Task statement:
Look through the material below. Copy each line that contains the string "Ngawi".

Raw data:
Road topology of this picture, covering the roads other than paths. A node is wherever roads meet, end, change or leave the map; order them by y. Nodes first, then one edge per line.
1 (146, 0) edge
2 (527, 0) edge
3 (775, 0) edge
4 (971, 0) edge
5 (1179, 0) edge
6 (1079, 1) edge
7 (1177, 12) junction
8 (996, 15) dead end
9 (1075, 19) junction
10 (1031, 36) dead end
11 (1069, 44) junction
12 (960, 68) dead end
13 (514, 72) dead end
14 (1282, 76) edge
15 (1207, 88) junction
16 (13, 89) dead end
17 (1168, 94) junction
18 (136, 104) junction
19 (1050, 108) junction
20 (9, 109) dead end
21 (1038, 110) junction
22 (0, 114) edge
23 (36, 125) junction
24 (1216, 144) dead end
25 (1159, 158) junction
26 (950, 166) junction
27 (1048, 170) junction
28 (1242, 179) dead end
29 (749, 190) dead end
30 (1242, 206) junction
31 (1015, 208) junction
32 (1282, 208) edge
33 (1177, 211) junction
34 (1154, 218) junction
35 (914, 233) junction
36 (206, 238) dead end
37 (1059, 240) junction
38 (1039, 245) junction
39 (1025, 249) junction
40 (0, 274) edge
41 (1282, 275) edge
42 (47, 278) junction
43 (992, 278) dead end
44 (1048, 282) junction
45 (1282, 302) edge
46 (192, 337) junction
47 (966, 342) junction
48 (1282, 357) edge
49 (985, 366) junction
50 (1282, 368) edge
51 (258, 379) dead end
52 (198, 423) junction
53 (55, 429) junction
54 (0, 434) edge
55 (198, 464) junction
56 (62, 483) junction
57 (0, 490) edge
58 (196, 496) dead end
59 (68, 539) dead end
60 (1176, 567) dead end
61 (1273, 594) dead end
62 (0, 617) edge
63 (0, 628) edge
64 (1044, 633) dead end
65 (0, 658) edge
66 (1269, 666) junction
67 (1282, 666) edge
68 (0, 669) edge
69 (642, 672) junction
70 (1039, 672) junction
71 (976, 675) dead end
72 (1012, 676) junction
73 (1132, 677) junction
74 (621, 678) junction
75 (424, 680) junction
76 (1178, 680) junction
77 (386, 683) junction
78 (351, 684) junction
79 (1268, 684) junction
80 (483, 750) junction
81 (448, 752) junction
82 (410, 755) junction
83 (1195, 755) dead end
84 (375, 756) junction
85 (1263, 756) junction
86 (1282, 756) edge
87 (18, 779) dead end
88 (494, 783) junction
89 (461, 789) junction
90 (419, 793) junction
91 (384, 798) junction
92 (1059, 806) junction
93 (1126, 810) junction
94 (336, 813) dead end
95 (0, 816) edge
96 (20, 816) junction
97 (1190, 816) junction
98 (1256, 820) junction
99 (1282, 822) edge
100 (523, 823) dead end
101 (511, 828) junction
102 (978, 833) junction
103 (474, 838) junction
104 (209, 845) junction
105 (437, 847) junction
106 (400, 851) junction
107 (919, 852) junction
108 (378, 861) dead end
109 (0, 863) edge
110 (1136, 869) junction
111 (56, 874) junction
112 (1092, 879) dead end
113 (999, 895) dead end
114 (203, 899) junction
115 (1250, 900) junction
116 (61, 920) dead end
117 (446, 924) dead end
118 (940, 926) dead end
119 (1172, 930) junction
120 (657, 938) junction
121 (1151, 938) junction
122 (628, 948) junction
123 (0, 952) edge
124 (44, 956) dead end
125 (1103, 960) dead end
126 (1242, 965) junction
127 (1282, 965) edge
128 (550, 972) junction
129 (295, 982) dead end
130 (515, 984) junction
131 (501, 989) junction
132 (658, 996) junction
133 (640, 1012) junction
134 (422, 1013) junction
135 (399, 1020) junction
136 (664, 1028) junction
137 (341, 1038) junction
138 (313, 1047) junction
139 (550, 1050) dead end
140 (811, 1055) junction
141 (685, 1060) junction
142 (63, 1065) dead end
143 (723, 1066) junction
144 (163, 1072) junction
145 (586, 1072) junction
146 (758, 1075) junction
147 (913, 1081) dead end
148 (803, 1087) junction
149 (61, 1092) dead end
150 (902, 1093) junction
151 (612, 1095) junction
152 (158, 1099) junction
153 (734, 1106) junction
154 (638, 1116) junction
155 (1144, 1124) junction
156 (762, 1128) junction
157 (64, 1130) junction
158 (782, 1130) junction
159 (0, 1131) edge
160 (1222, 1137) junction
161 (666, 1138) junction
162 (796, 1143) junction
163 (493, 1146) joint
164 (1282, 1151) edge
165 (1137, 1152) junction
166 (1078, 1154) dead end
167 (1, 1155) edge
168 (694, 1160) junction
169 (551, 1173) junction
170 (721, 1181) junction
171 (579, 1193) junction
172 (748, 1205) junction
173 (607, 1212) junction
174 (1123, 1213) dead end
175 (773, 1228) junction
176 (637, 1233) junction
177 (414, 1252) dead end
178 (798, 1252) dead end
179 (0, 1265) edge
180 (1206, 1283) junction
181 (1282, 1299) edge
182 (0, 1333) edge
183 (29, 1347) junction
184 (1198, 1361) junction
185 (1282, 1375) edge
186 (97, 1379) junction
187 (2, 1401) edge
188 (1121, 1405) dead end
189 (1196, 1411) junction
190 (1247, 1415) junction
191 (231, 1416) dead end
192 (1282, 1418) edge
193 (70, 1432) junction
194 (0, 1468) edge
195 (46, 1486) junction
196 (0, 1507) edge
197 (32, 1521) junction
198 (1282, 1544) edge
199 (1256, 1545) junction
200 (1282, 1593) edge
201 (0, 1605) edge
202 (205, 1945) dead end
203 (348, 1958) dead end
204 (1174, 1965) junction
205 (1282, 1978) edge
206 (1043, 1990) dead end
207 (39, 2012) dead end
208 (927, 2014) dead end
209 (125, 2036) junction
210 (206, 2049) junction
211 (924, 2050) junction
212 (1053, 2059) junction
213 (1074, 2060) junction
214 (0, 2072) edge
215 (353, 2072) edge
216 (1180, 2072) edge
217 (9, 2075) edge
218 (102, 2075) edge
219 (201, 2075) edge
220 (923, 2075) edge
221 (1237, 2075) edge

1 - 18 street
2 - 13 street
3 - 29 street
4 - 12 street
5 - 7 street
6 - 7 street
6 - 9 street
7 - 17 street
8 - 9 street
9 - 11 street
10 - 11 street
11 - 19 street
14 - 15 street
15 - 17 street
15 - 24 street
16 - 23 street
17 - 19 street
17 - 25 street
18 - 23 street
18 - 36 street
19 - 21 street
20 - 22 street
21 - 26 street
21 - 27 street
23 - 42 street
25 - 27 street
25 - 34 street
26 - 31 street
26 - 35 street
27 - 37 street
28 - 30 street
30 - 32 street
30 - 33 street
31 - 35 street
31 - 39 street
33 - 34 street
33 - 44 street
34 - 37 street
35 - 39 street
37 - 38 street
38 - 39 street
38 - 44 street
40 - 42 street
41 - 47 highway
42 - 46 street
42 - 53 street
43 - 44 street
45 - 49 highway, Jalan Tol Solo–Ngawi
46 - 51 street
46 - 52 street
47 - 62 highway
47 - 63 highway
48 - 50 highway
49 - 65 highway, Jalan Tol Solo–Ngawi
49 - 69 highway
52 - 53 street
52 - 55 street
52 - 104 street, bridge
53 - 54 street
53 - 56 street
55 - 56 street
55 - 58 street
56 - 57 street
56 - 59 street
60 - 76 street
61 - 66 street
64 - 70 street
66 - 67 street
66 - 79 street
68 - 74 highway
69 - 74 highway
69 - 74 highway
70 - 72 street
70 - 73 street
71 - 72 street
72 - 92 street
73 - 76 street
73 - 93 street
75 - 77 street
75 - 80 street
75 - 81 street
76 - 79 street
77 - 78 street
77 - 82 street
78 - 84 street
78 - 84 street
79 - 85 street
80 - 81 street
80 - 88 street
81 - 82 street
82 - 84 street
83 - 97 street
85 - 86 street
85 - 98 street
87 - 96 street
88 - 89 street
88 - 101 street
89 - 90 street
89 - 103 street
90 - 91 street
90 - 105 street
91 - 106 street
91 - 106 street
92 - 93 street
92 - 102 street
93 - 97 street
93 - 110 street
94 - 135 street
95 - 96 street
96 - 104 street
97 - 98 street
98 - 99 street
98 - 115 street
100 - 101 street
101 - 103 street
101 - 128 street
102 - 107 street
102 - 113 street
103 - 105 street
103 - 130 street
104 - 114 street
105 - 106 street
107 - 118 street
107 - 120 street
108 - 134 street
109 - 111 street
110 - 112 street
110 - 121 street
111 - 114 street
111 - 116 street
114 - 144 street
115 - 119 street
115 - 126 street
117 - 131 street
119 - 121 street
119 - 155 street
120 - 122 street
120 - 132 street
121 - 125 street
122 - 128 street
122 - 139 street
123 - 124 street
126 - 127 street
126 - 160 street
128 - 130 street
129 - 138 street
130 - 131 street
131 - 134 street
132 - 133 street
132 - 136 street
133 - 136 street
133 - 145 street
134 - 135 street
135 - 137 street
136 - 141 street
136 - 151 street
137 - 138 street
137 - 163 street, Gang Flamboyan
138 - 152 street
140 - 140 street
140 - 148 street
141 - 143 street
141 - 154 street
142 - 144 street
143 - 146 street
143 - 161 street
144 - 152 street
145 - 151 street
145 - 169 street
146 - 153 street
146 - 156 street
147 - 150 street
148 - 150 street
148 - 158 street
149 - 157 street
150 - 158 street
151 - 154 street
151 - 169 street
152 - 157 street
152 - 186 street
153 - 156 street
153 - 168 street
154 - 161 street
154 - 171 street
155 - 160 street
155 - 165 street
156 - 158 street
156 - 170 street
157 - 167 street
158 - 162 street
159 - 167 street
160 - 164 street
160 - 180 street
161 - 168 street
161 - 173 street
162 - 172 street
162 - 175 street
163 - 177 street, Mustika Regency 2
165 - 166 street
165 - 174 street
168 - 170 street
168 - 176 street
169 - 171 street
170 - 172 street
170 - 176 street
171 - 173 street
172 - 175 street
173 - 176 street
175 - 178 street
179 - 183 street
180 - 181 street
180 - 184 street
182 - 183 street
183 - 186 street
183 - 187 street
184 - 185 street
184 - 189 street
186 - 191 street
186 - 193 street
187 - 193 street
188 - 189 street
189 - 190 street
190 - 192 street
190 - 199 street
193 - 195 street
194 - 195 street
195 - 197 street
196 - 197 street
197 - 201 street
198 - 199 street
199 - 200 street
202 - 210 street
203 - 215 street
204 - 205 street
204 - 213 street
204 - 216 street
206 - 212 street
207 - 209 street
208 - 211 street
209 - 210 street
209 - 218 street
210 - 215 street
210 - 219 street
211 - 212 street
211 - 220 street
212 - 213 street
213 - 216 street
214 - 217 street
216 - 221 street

Your solution:
45 - 49 highway, Jalan Tol Solo–Ngawi
49 - 65 highway, Jalan Tol Solo–Ngawi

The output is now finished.